Ademais, vale ressaltar que, conforme desenvolve o pensador Theodor Adorno, a partir do conceito de “indústria cultural”, a dominação da imagem presume o controle de pessoas, posto que a determinação da realidade se dá por meio dos recursos audiovisuais. Dessa maneira, assim como na Europa do século XX - na condição em que os regimes totalitaristas, com o intuito de torná-la adepta a seus ideais, geravam sentimentos de ódio e medo na população por meio de propagandas ideológicas -, o sensacionalismo midiático favorece a criminalização da pobreza, já que em sua quase totalidade os casos noticiados apresentam a população pobre e negra como criminosa, contribuindo para a disseminação do medo e reafirmando preconceitos estruturais.

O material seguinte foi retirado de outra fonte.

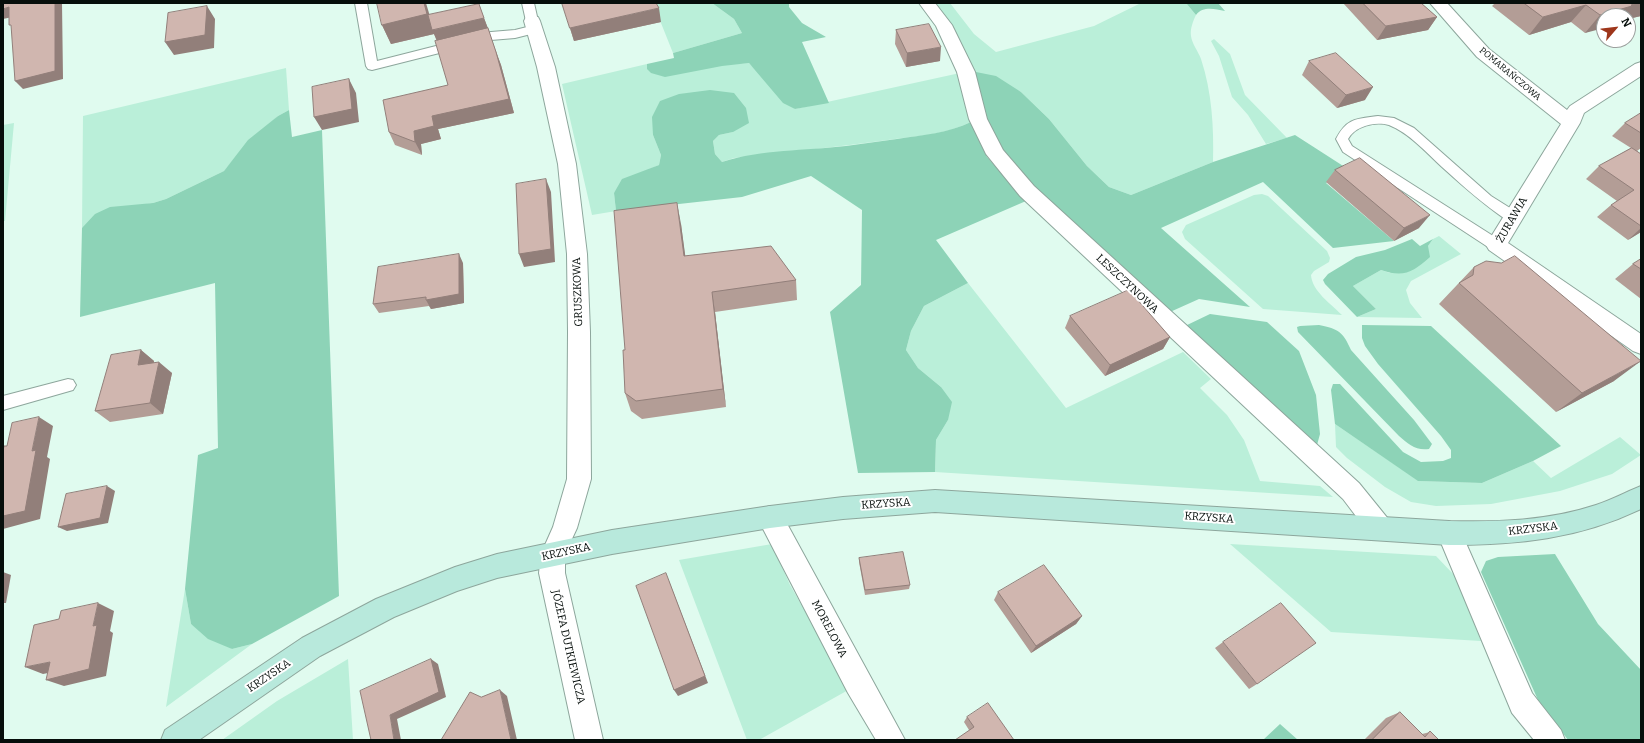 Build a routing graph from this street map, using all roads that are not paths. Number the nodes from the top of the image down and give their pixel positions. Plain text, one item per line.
1 (361, 3) edge
2 (927, 3) edge
3 (1438, 3) edge
4 (532, 18) edge
5 (1641, 68) edge
6 (1570, 123) junction
7 (1513, 217) junction
8 (1496, 246) junction
9 (1641, 345) edge
10 (68, 385) dead end
11 (3, 403) edge
12 (1641, 497) edge
13 (770, 517) junction
14 (1380, 528) junction
15 (1449, 533) junction
16 (553, 554) junction
17 (175, 740) edge
18 (589, 740) edge
19 (891, 740) edge
20 (1550, 740) edge

1 - 4 lane, GRUSZKOWA
2 - 14 street, LESZCZYNOWA
3 - 6 street, POMARAŃCZOWA
4 - 16 street, GRUSZKOWA
5 - 6 street, ŻURAWIA
6 - 7 street, ŻURAWIA
7 - 8 street, ŻURAWIA
7 - 8 lane
8 - 9 street, ŻURAWIA
10 - 11 lane
12 - 15 street, KRZYSKA
13 - 14 street, KRZYSKA
13 - 16 street, KRZYSKA
13 - 19 street, MORELOWA
14 - 15 street, KRZYSKA
15 - 20 street
16 - 17 street, KRZYSKA
16 - 18 street, JÓZEFA DUTKIEWICZA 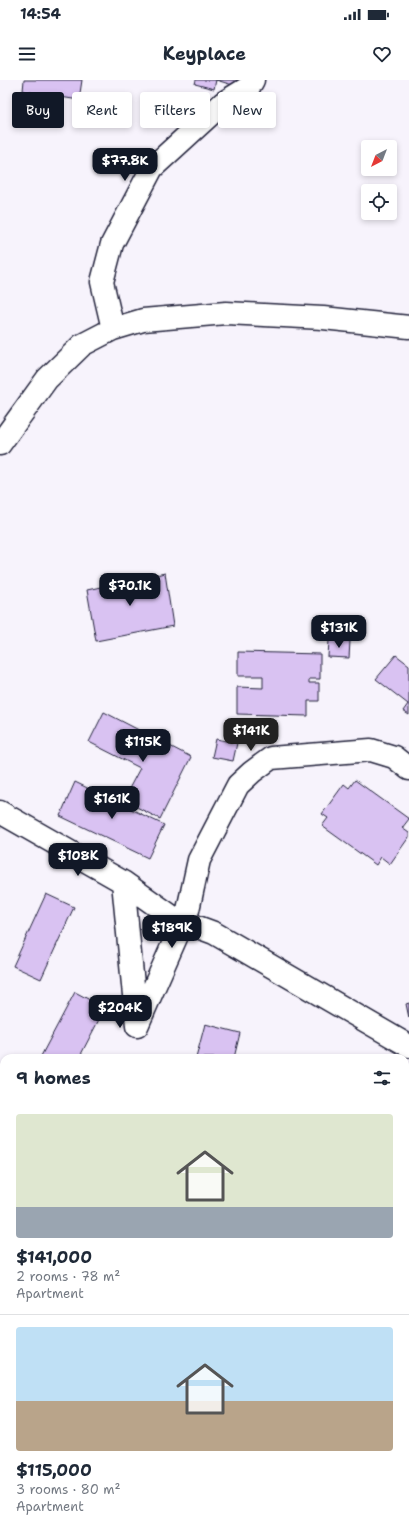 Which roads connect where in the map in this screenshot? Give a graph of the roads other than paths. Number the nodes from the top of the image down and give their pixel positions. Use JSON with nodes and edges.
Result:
{"nodes":[{"id":1,"x":253,"y":80,"type":"edge"},
{"id":2,"x":409,"y":327,"type":"edge"},
{"id":3,"x":114,"y":328,"type":"junction"},
{"id":4,"x":0,"y":444,"type":"edge"},
{"id":5,"x":409,"y":769,"type":"edge"},
{"id":6,"x":0,"y":812,"type":"edge"},
{"id":7,"x":122,"y":882,"type":"junction"},
{"id":8,"x":183,"y":922,"type":"junction"},
{"id":9,"x":409,"y":1046,"type":"edge"}],
"edges":[{"from":1,"to":3,"type":"street"},
{"from":2,"to":3,"type":"street"},
{"from":3,"to":4,"type":"street"},
{"from":5,"to":8,"type":"street"},
{"from":6,"to":7,"type":"street"},
{"from":7,"to":8,"type":"street"},
{"from":7,"to":8,"type":"street"},
{"from":8,"to":9,"type":"street"}]} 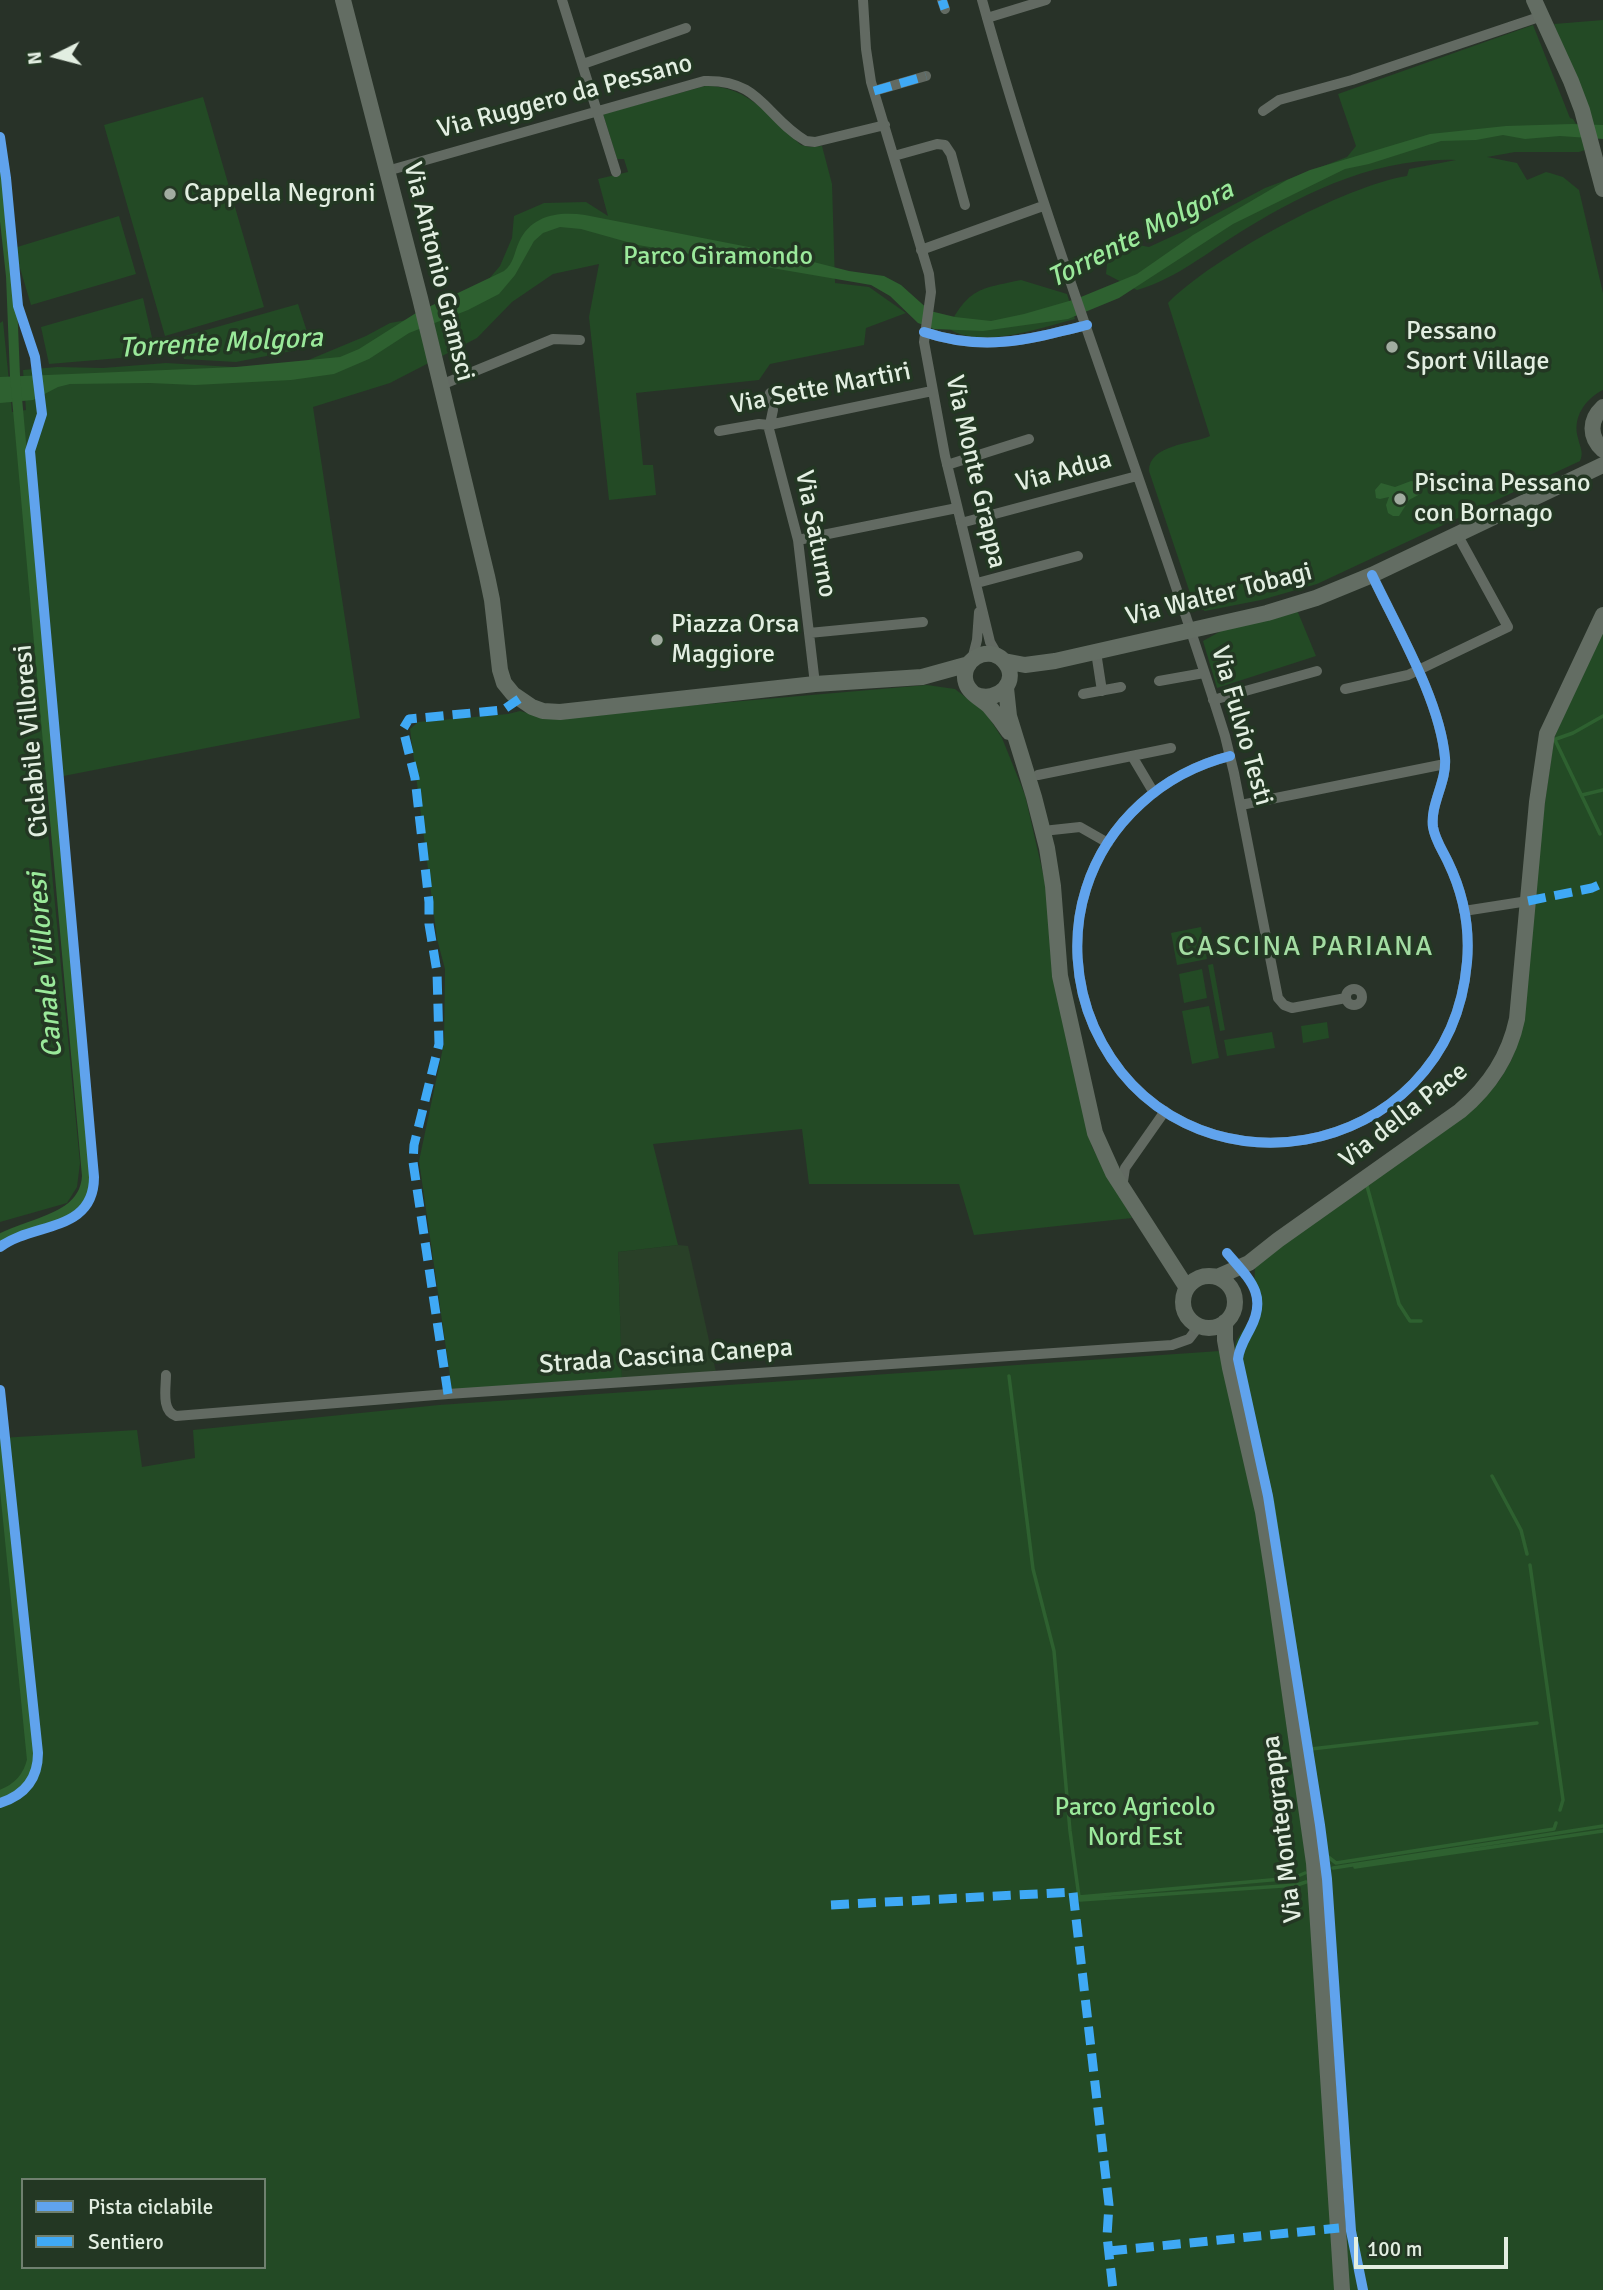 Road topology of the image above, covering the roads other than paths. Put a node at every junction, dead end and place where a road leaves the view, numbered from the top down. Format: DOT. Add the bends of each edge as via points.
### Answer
graph roads {
  1 [pos="343,0"];
  2 [pos="562,0"];
  3 [pos="863,0"];
  4 [pos="982,0"];
  5 [pos="1046,0"];
  6 [pos="1534,0"];
  7 [pos="1542,16"];
  8 [pos="987,18"];
  9 [pos="686,28"];
  10 [pos="583,64"];
  11 [pos="926,76"];
  12 [pos="874,91"];
  13 [pos="597,110"];
  14 [pos="1263,111"];
  15 [pos="885,125"];
  16 [pos="894,156"];
  17 [pos="387,171"];
  18 [pos="616,172"];
  19 [pos="1603,189"];
  20 [pos="965,205"];
  21 [pos="1043,205"];
  22 [pos="921,250"];
  23 [pos="1085,321"];
  24 [pos="923,332"];
  25 [pos="579,340"];
  26 [pos="441,385"];
  27 [pos="932,391"];
  28 [pos="770,393"];
  29 [pos="1603,407"];
  30 [pos="769,425"];
  31 [pos="719,431"];
  32 [pos="1029,439"];
  33 [pos="1599,445"];
  34 [pos="947,465"];
  35 [pos="1603,465"];
  36 [pos="1137,476"];
  37 [pos="1581,477"];
  38 [pos="957,508"];
  39 [pos="961,523"];
  40 [pos="1457,534"];
  41 [pos="798,540"];
  42 [pos="1078,556"];
  43 [pos="1372,575"];
  44 [pos="977,583"];
  45 [pos="980,595"];
  46 [pos="1603,615"];
  47 [pos="923,622"];
  48 [pos="1190,630"];
  49 [pos="809,633"];
  50 [pos="1096,652"];
  51 [pos="1002,659"];
  52 [pos="1055,661"];
  53 [pos="970,662"];
  54 [pos="1317,671"];
  55 [pos="1417,671"];
  56 [pos="1204,673"];
  57 [pos="922,677"];
  58 [pos="1159,681"];
  59 [pos="815,684"];
  60 [pos="1007,685"];
  61 [pos="1121,687"];
  62 [pos="1345,689"];
  63 [pos="972,691"];
  64 [pos="1102,691"];
  65 [pos="1083,694"];
  66 [pos="1213,699"];
  67 [pos="1018,746"];
  68 [pos="1171,748"];
  69 [pos="1132,756"];
  70 [pos="1230,756"];
  71 [pos="1446,764"];
  72 [pos="1038,775"];
  73 [pos="1154,793"];
  74 [pos="1241,805"];
  75 [pos="1043,831"];
  76 [pos="1108,843"];
  77 [pos="1528,901"];
  78 [pos="1464,911"];
  79 [pos="1346,998"];
  80 [pos="1165,1111"];
  81 [pos="1122,1188"];
  82 [pos="1266,1251"];
  83 [pos="1165,1252"];
  84 [pos="1211,1276"];
  85 [pos="1186,1288"];
  86 [pos="1235,1303"];
  87 [pos="1225,1322"];
  88 [pos="1203,1327"];
  89 [pos="1230,1368"];
  90 [pos="166,1374"];
  91 [pos="1342,2290"];
  1 -- 17 [label="street, Via Antonio Gramsci"];
  2 -- 10 [label="street"];
  3 -- 12 [label="street, Via Monte Grappa"];
  4 -- 8 [label="street, Via Fulvio Testi"];
  5 -- 8 [label="street"];
  6 -- 7 [label="street"];
  7 -- 14 [label="street" via="1279,100"];
  7 -- 19 [label="street" via="1582,110"];
  8 -- 21 [label="street, Via Fulvio Testi"];
  9 -- 10 [label="street"];
  10 -- 13 [label="street"];
  11 -- 12 [label="street"];
  12 -- 15 [label="street, Via Monte Grappa"];
  13 -- 15 [label="street, Via Ruggero da Pessano" via="718,80 748,91 806,141"];
  13 -- 17 [label="street, Via Ruggero da Pessano"];
  13 -- 18 [label="street"];
  15 -- 16 [label="street, Via Monte Grappa"];
  16 -- 20 [label="street" via="945,145"];
  16 -- 22 [label="street, Via Monte Grappa"];
  17 -- 26 [label="street, Via Antonio Gramsci"];
  21 -- 22 [label="street"];
  21 -- 23 [label="street, Via Fulvio Testi"];
  22 -- 24 [label="street, Via Monte Grappa" via="930,283"];
  23 -- 24 [label="street" via="1022,341 992,344"];
  23 -- 36 [label="street, Via Fulvio Testi"];
  24 -- 27 [label="street, Via Monte Grappa"];
  25 -- 26 [label="street" via="553,339"];
  26 -- 59 [label="street, Via Antonio Gramsci" via="492,600 500,673 519,699 555,712"];
  27 -- 30 [label="street, Via Sette Martiri"];
  27 -- 34 [label="street, Via Monte Grappa"];
  28 -- 30 [label="street, Via Saturno" via="773,410"];
  29 -- 33 [label="street" via="1592,423"];
  30 -- 31 [label="street, Via Sette Martiri"];
  30 -- 41 [label="street, Via Saturno"];
  32 -- 34 [label="street"];
  33 -- 37 [label="street" via="1595,461"];
  34 -- 38 [label="street, Via Monte Grappa"];
  35 -- 37 [label="street, Via Walter Tobagi"];
  36 -- 39 [label="street, Via Adua"];
  36 -- 48 [label="street, Via Fulvio Testi"];
  37 -- 40 [label="street, Via Walter Tobagi"];
  38 -- 39 [label="street, Via Monte Grappa"];
  38 -- 41 [label="street"];
  39 -- 44 [label="street, Via Monte Grappa"];
  40 -- 43 [label="street, Via Walter Tobagi"];
  40 -- 55 [label="street" via="1508,627"];
  41 -- 49 [label="street, Via Saturno"];
  42 -- 44 [label="street"];
  43 -- 48 [label="street, Via Walter Tobagi" via="1267,613"];
  43 -- 55 [label="street"];
  44 -- 45 [label="street, Via Monte Grappa"];
  45 -- 51 [label="street, Via Monte Grappa" via="990,642"];
  45 -- 53 [label="street, Via Monte Grappa"];
  46 -- 77 [label="street, Via della Pace" via="1547,734"];
  47 -- 49 [label="street"];
  48 -- 50 [label="street, Via Walter Tobagi"];
  48 -- 56 [label="street, Via Fulvio Testi"];
  49 -- 59 [label="street, Via Saturno"];
  50 -- 52 [label="street, Via Walter Tobagi"];
  50 -- 64 [label="street"];
  51 -- 52 [label="street, Via Walter Tobagi" via="1025,665"];
  51 -- 53 [label="street" via="988,653"];
  51 -- 60 [label="street" via="1008,668"];
  52 -- 60 [label="street, Via Walter Tobagi" via="1026,671"];
  53 -- 57 [label="street"];
  53 -- 63 [label="street" via="965,675"];
  54 -- 66 [label="street"];
  55 -- 62 [label="street"];
  55 -- 71 [label="street" via="1437,714"];
  56 -- 58 [label="street"];
  56 -- 66 [label="street, Via Fulvio Testi"];
  57 -- 59 [label="street"];
  57 -- 63 [label="street" via="953,681"];
  60 -- 63 [label="street" via="995,696 981,697"];
  60 -- 67 [label="street" via="1007,707"];
  61 -- 64 [label="street"];
  63 -- 67 [label="street" via="997,715"];
  64 -- 65 [label="street"];
  66 -- 70 [label="street, Via Fulvio Testi"];
  67 -- 75 [label="street"];
  68 -- 69 [label="street"];
  69 -- 72 [label="street"];
  69 -- 73 [label="street"];
  70 -- 73 [label="street" via="1185,773"];
  70 -- 74 [label="street, Via Fulvio Testi"];
  71 -- 74 [label="street"];
  71 -- 78 [label="street" via="1433,828"];
  73 -- 76 [label="street" via="1134,809"];
  74 -- 79 [label="street, Via Fulvio Testi" via="1278,999 1292,1008"];
  75 -- 76 [label="street" via="1080,827"];
  75 -- 81 [label="street" via="1052,877 1060,976 1075,1049 1097,1139"];
  76 -- 80 [label="street" via="1092,874 1081,912 1077,951 1081,985 1108,1053 1139,1090"];
  77 -- 78 [label="street"];
  77 -- 82 [label="street, Via della Pace" via="1517,1019 1509,1048 1492,1078 1460,1111"];
  78 -- 80 [label="street" via="1468,961 1454,1021 1424,1072 1384,1109 1335,1134 1275,1144 1214,1135"];
  80 -- 81 [label="street" via="1129,1161"];
  81 -- 83 [label="street"];
  82 -- 84 [label="street, Via della Pace" via="1240,1269"];
  82 -- 86 [label="street, Via della Pace" via="1242,1283"];
  83 -- 84 [label="street"];
  83 -- 85 [label="street"];
  84 -- 85 [label="street"];
  84 -- 86 [label="street" via="1230,1287"];
  85 -- 88 [label="street" via="1184,1310"];
  86 -- 87 [label="street"];
  87 -- 88 [label="street"];
  87 -- 89 [label="street, Via Montegrappa"];
  88 -- 89 [label="street, Via Montegrappa"];
  88 -- 90 [label="street, Strada Cascina Canepa" via="1172,1345 176,1416 167,1409"];
  89 -- 91 [label="street, Via Montegrappa" via="1273,1570 1314,1863"];
}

Diante do exposto, conclui-se que medidas são necessárias para conter o jornalismo sensacionalista, com vistas a garantir a saúde mental da população e, ainda, inibir a reprodução de discriminações sociais. Portanto, o Ministério da Ciência, Tecnologia, Inovações e Comunicações, deve criar um plano nacional que visa a estimular a produção de conhecimento que contribua para a qualidade de vida dos brasileiros, ao mesmo tempo elucidando a população quanto ao malefícios do consumo impensado de notícias com viés sensacionalista. Dessa maneira, amenizar-se-ia a problemática de forma precisa.